Today we are already seeing with Virtual Reality that “full immersion” is possible. Anyone who has played a convincing VR game will realize that it’s possible to forget about the real world and “believe” the world you are seeing is real.
As a great example, I was playing a prototype of a Ping Pong VR game last year (built by Free Range Games), and even though it wasn’t realistic resolution, I lost myself and thought I was playing ping pong for real. So much so that I set the paddle on the ping pong “table” and leaned against the table. Of course, it was a VR table so it didn’t really exist — I ended up dropping the paddle (actually the Vive controller) onto the floor. As I leaned into the “table” I almost fell over before realizing that there was no table. In other words, to quote from The Matrix, there is no spoon.
The immersion comes not just from the number of pixels, but from the controls and responsiveness that VR is able to achieve. In the novel (and Steve Spielberg film) Ready Player One, which was about a VR world called the OASIS, users had lightweight glasses and wore haptic suits and walked on omnidirectional treadmills to add realism. In that world, the OASIS was preferable to real life.
The fact that 3D models can be used to create realistic looking objects in films(a glance at movies like Blade Runner 2049 will convince you that we have enough pixel resolution to create realistic looking objects), and that 3D printers can be used to “print” physical objects shows that the physical world can be represented by information, a key part of the simulation hypothesis.
Where does the responsiveness and fidelity come from? The limitations today are in real-time rendering and in they way that objects interact with each other inside the world. Most games have a physics engine and a rendering engine. The physics engine is never fully realistic (otherwise it would take you too long to go from one part of the game to the other), and the rendering engine is what’s responsible for making you “see” what the world looks like by deciding what color pixels go where. We can easily see that full immersion may be possible in a few years time.
Speaking of pixels, could it be that what we call the physical world also consists of pixels?
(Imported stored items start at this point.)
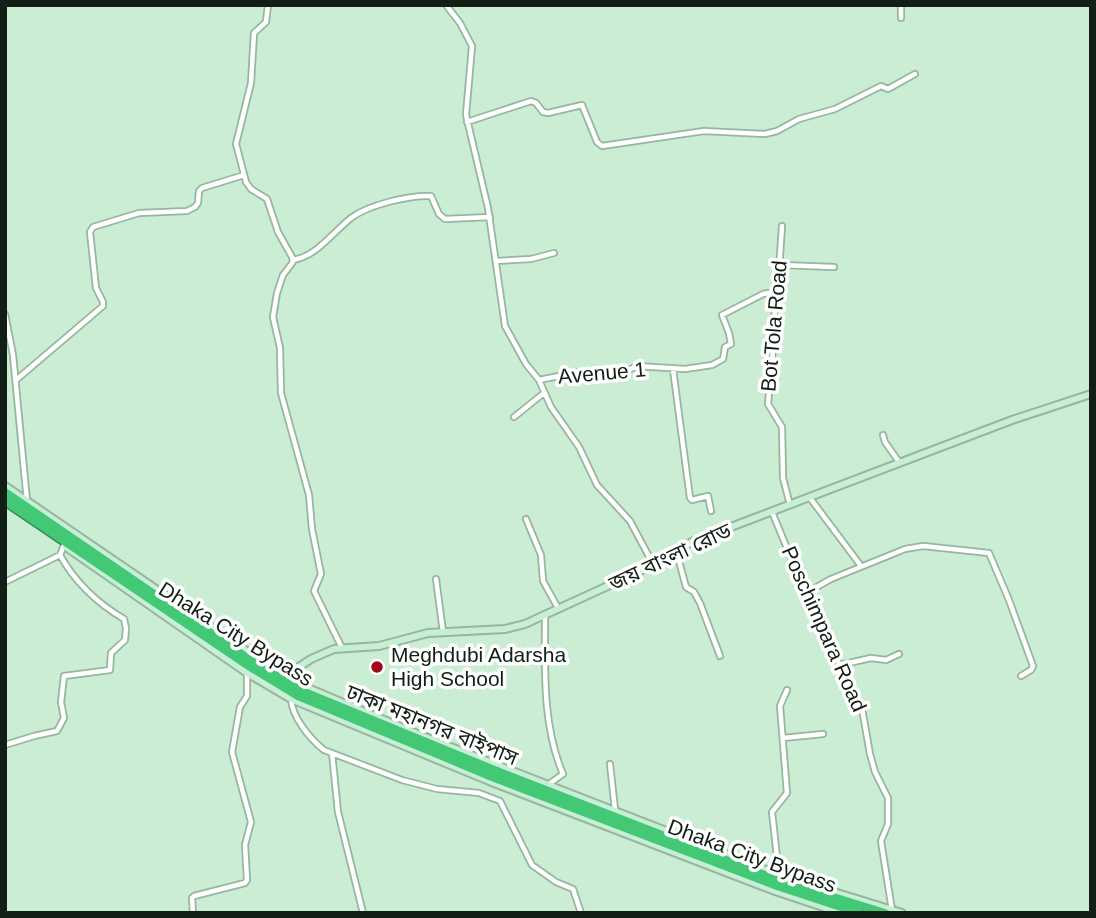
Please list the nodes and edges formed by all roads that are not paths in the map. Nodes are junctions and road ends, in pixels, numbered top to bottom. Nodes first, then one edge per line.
1 (268, 5) edge
2 (446, 5) edge
3 (901, 5) edge
4 (901, 18) dead end
5 (915, 74) dead end
6 (467, 122) junction
7 (244, 176) junction
8 (490, 217) junction
9 (782, 226) dead end
10 (554, 253) dead end
11 (293, 260) junction
12 (496, 261) junction
13 (780, 265) junction
14 (834, 267) dead end
15 (774, 292) junction
16 (5, 314) edge
17 (673, 369) junction
18 (16, 380) junction
19 (539, 380) junction
20 (544, 393) junction
21 (1091, 394) edge
22 (514, 417) dead end
23 (883, 435) dead end
24 (899, 462) junction
25 (5, 486) edge
26 (5, 492) edge
27 (810, 498) junction
28 (27, 502) junction
29 (5, 503) edge
30 (790, 505) junction
31 (711, 511) dead end
32 (772, 512) junction
33 (526, 519) dead end
34 (64, 545) junction
35 (676, 550) junction
36 (60, 555) junction
37 (653, 564) junction
38 (862, 566) junction
39 (436, 579) dead end
40 (5, 582) edge
41 (806, 593) junction
42 (558, 609) junction
43 (545, 615) junction
44 (443, 632) junction
45 (342, 648) junction
46 (900, 654) dead end
47 (720, 656) dead end
48 (840, 665) junction
49 (247, 673) junction
50 (285, 676) junction
51 (1021, 676) dead end
52 (787, 690) dead end
53 (291, 699) junction
54 (823, 734) dead end
55 (783, 738) junction
56 (5, 745) edge
57 (332, 753) junction
58 (610, 764) dead end
59 (548, 784) junction
60 (615, 810) junction
61 (779, 875) junction
62 (889, 911) edge
63 (193, 913) edge
64 (363, 913) edge
65 (581, 913) edge
66 (841, 913) edge
67 (859, 913) edge
68 (902, 913) edge

1 - 7 street
2 - 6 street
3 - 4 street
5 - 6 street
6 - 8 street
7 - 11 street
7 - 18 street
8 - 11 street
8 - 12 street
9 - 13 street, Bot Tola Road
10 - 12 street
11 - 45 street
12 - 19 street
13 - 14 street
13 - 15 street, Bot Tola Road
15 - 17 street, Avenue 1
15 - 30 street, Bot Tola Road
16 - 18 street
17 - 19 street, Avenue 1
17 - 31 street
18 - 28 street
19 - 20 street
20 - 22 street
20 - 37 street
21 - 24 main road, জয় বাংলা রোড
23 - 24 street
24 - 27 main road, জয় বাংলা রোড
25 - 28 main road
26 - 62 highway, ঢাকা মহানগর বাইপাস
27 - 30 main road, জয় বাংলা রোড
27 - 38 street
28 - 50 main road
29 - 34 main road
29 - 67 highway, Dhaka City Bypass
30 - 32 main road, জয় বাংলা রোড
32 - 35 main road, জয় বাংলা রোড
32 - 41 street, Poschimpara Road
33 - 42 street
34 - 36 street
34 - 49 main road
35 - 37 main road, জয় বাংলা রোড
35 - 47 street
36 - 40 street
36 - 56 street
37 - 42 main road, জয় বাংলা রোড
38 - 41 street
38 - 51 street
39 - 44 street
41 - 48 street, Poschimpara Road
42 - 43 main road, জয় বাংলা রোড
43 - 44 main road, জয় বাংলা রোড
43 - 59 street
44 - 45 main road, জয় বাংলা রোড
45 - 50 main road, জয় বাংলা রোড
46 - 48 street
48 - 62 street, Poschimpara Road
49 - 53 main road
49 - 63 street
50 - 59 main road
52 - 55 street
53 - 57 street
53 - 66 main road
54 - 55 street
55 - 61 street
57 - 64 street
57 - 65 street
58 - 60 street
59 - 60 main road
60 - 61 main road
61 - 62 main road
62 - 68 main road

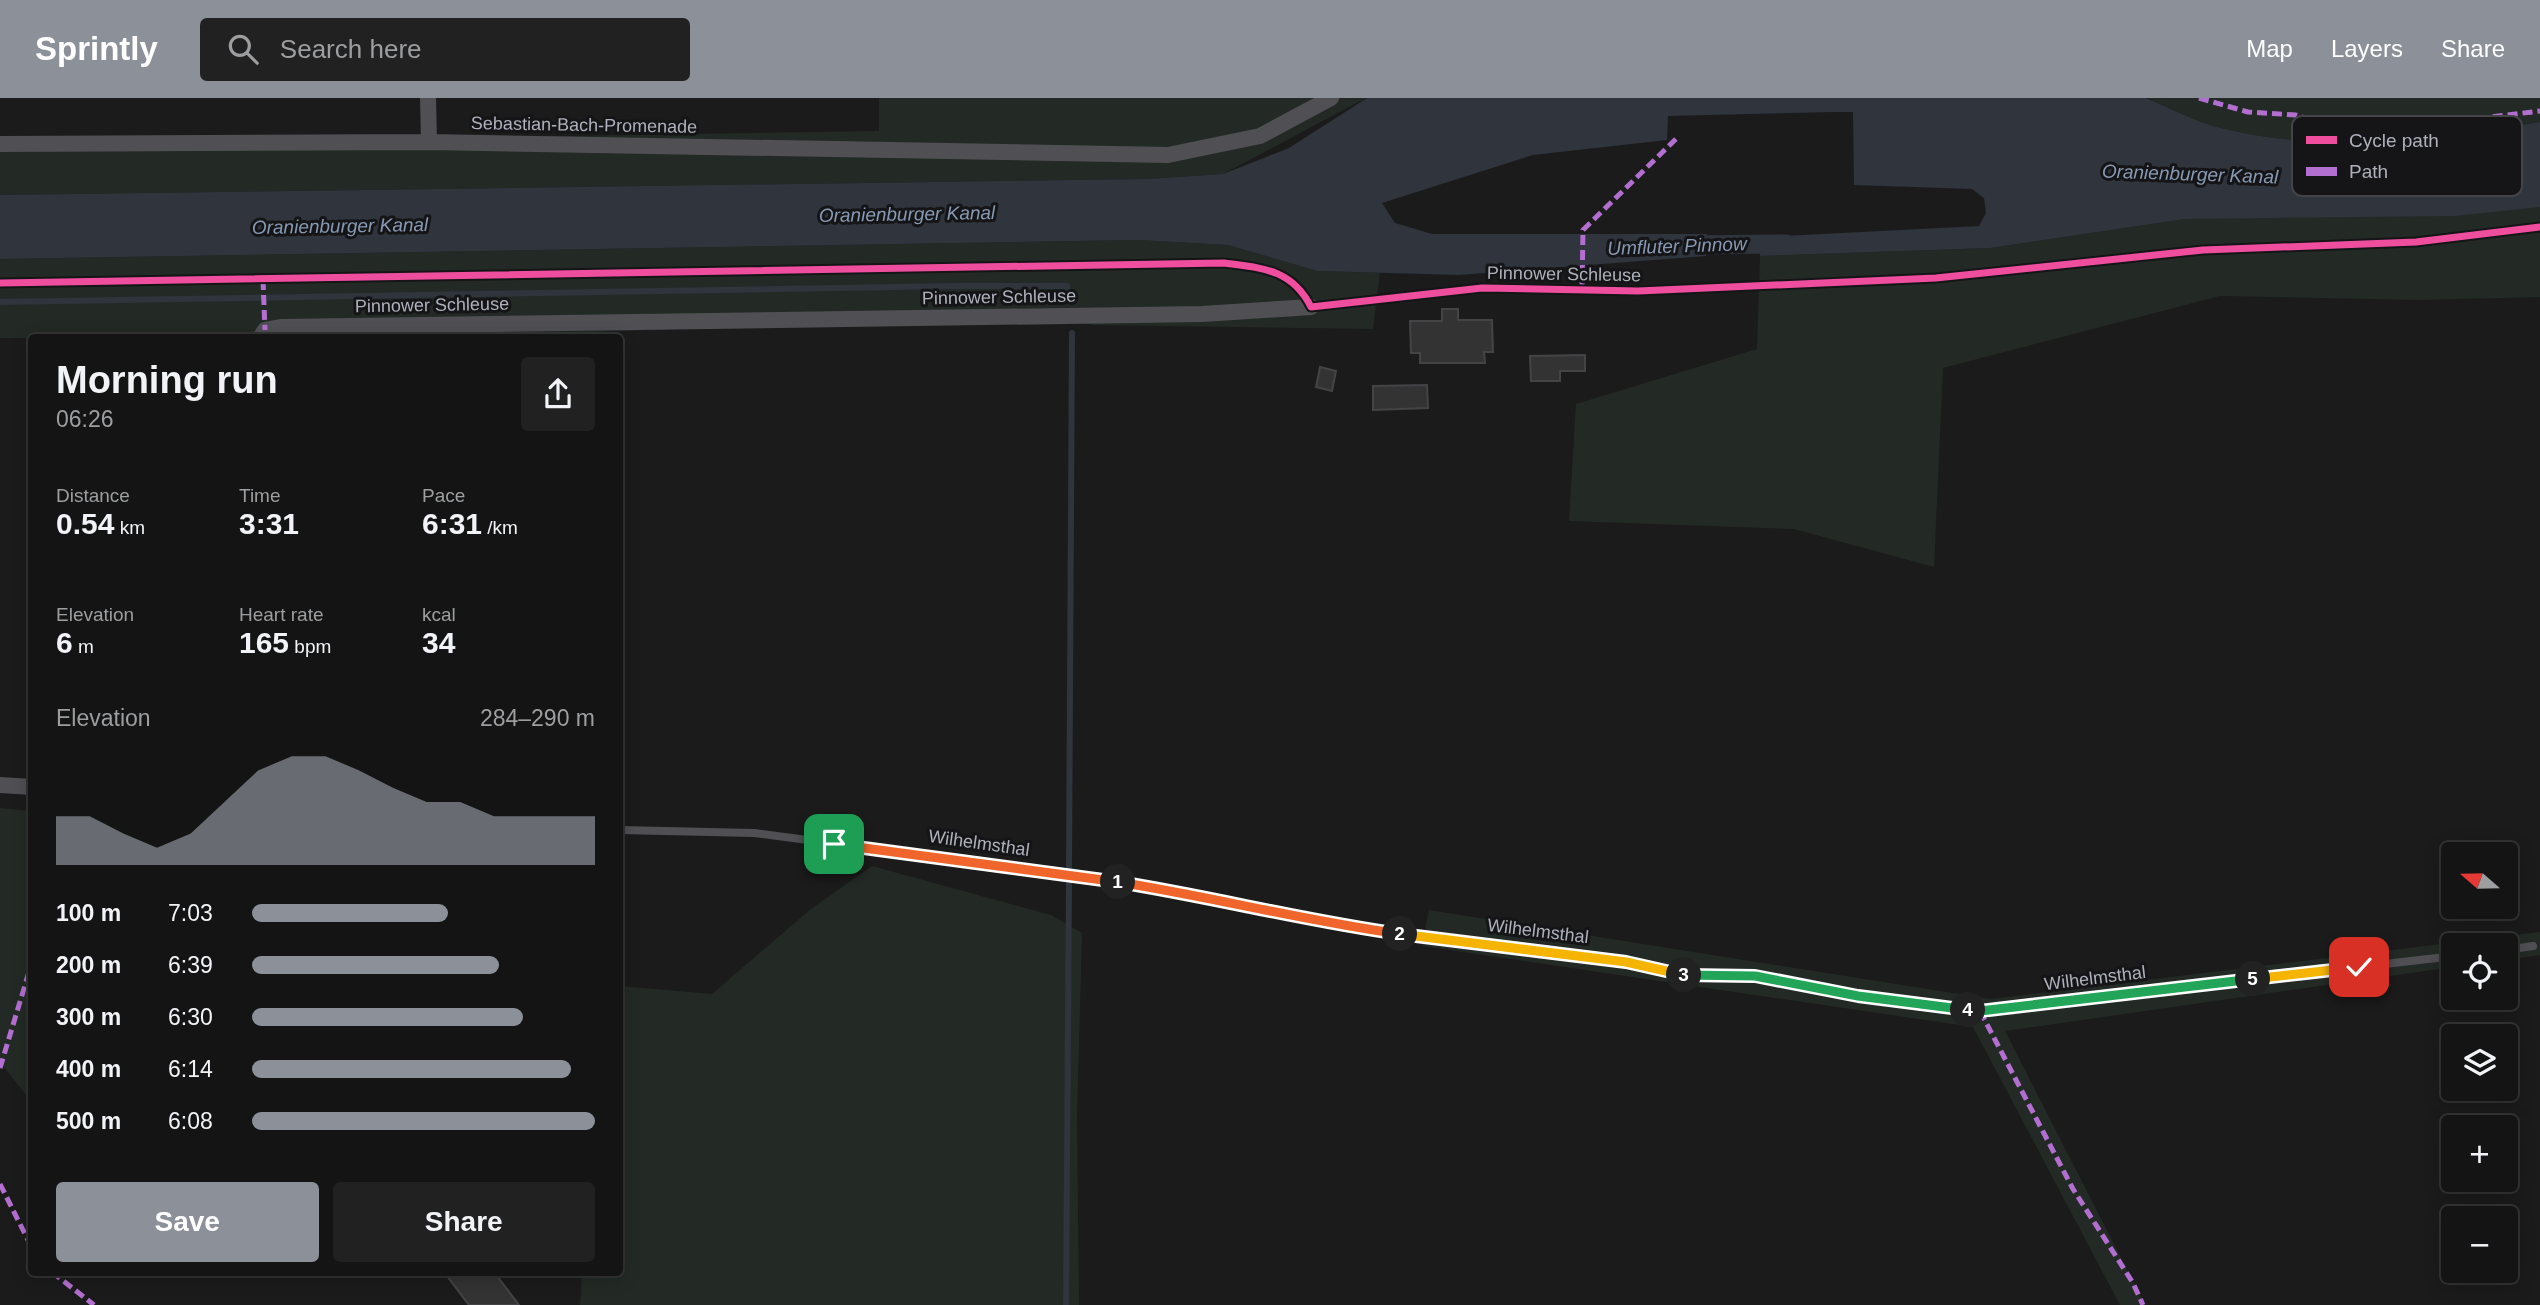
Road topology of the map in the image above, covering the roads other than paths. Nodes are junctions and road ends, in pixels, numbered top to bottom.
1 (428, 98) edge
2 (1331, 98) edge
3 (429, 142) junction
4 (0, 144) edge
5 (1733, 286) dead end
6 (1311, 307) joint
7 (263, 334) edge
8 (0, 785) edge
9 (28, 787) edge
10 (623, 830) edge
11 (2533, 946) dead end
12 (2518, 948) edge
13 (2441, 958) edge

1 - 3 street
2 - 3 street, Sebastian-Bach-Promenade
3 - 4 street, Sebastian-Bach-Promenade
5 - 6 lane, Pinnower Schleuse
6 - 7 street, Pinnower Schleuse
8 - 9 street
10 - 13 lane, Wilhelmsthal
11 - 12 lane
I recall late nights at MIT during my undergrad years where I had philosophical debates with my classmates about the nature of reality. This was the first time I’d heard of Zeno’s paradox, who presented it in terms of Achilles and a Tortoise. If Achilles was behind the tortoise, and he always had to make up half the distance, how could he ever get there?
Zeno’s parado involved Achilles and the Tortoise.
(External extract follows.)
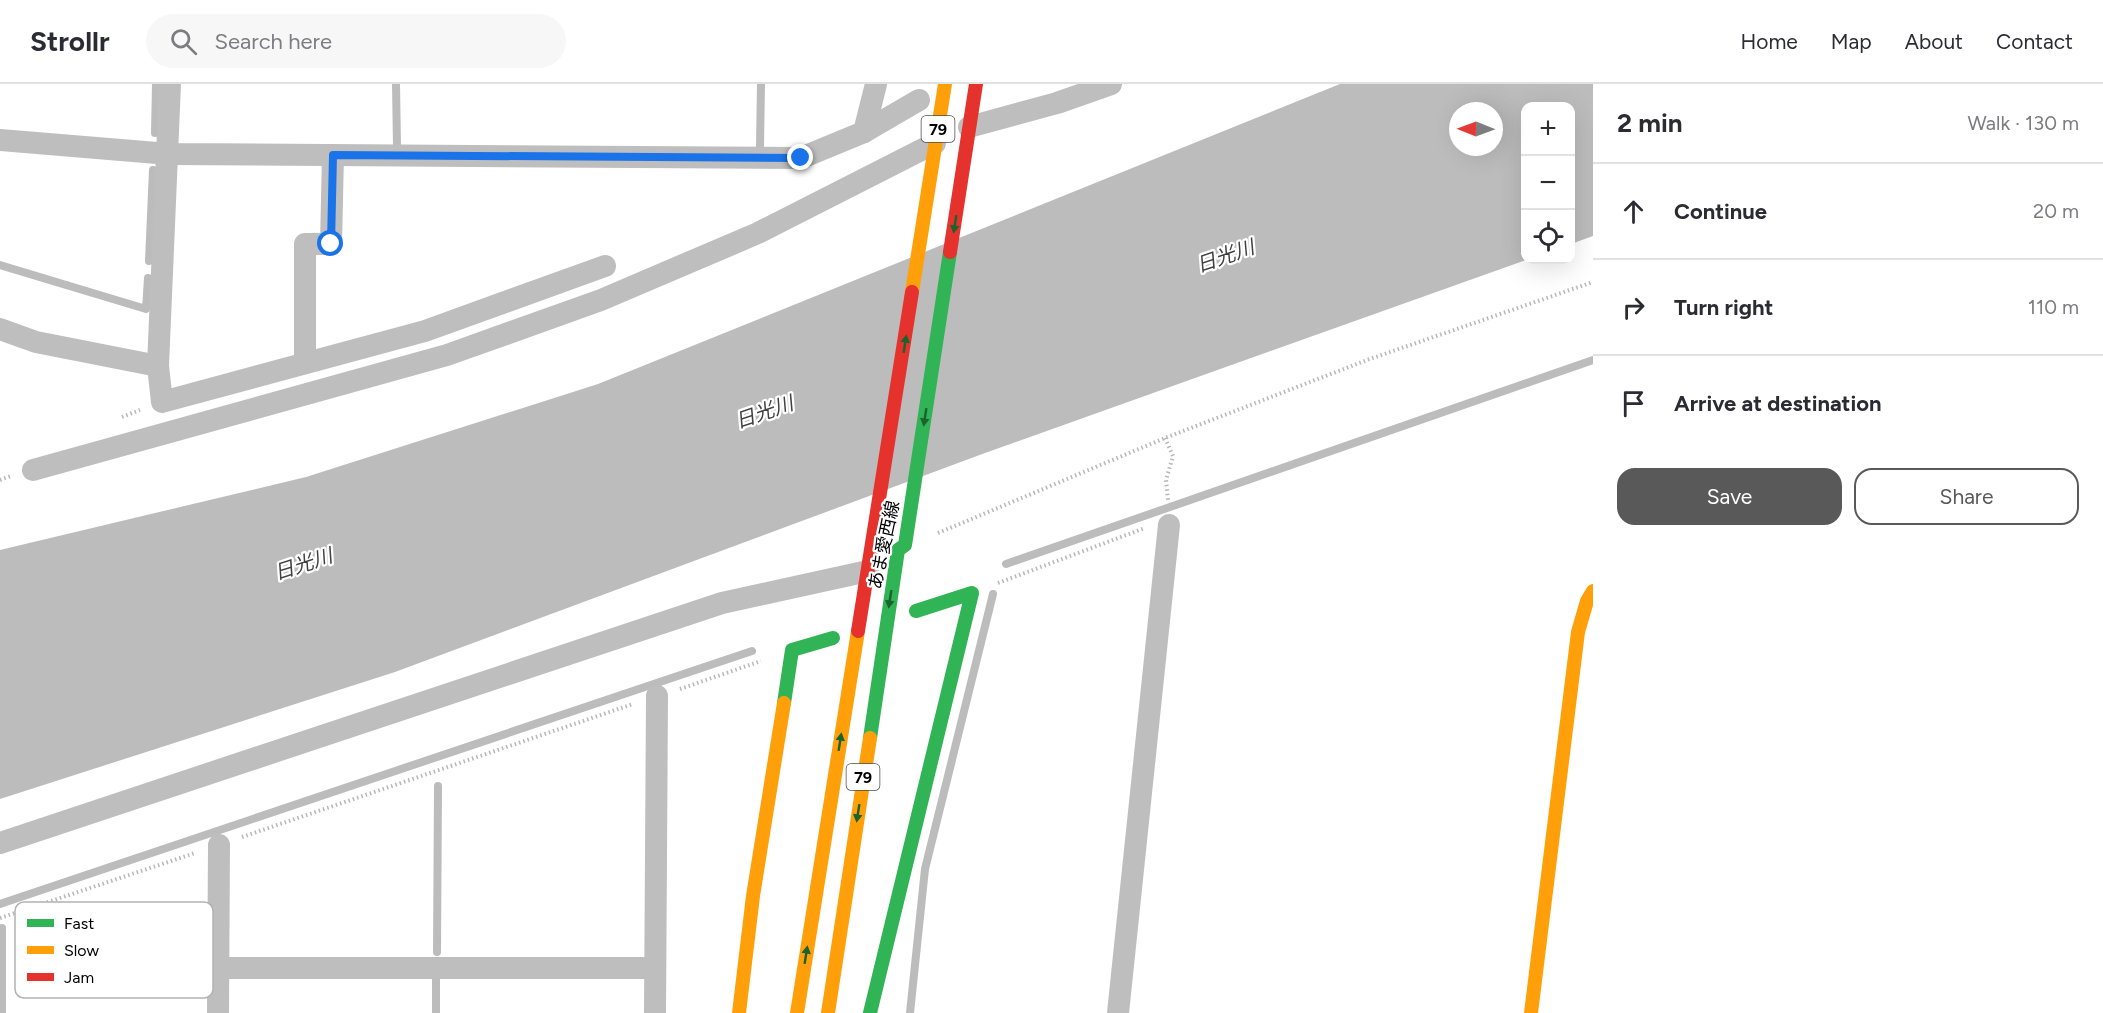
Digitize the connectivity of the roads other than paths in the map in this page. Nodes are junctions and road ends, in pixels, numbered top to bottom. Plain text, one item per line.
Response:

Lurking underneath this paradox is the question of whether space is quantized or if it is continuous. The idea was that if space was continuous, like numbers are (you can always find an infinite number of numbers in between any two numbers), how is it possible to touch an object such as the wall? You would always have to cover half the distance and never quite get there.
This was my first hint that space might be quantized.
Today’s physicists generally acknowledge the Planck length as being the smallest amount of space that can be measured. Below that length, the quantum fluctuations make it impossible to measure anything with any reliability. For all practical purposes, the Planck length is our minimal addressable “pixel” of space.
Moreover, physicists tell us that most of what we think of as a solid object is actually 99% empty space, especially if you look inside the atom. The quanta in quantum physics consists of discrete quantities — of energies or “states” that a particle can exist in. Newton’s equations assumed a continuous amount of space; it turns out the universe may be more quantized than we thought.
A related question is whether time is quantized? In all computer simulations, there is the idea of “generation” or “steps” in the simulation. These are some multiple of the processor clock-speed, which is the minimum speed at which something could be measured for any simulation running on that processor. Whether time is quantized in the real world is an open question, though there are some that suggest it is, and planck’s time constant (the amount of time it takes the speed of light to travel the planck length) is the minimum quantied time. If so, this would be more evidence that we live in a computation based reality.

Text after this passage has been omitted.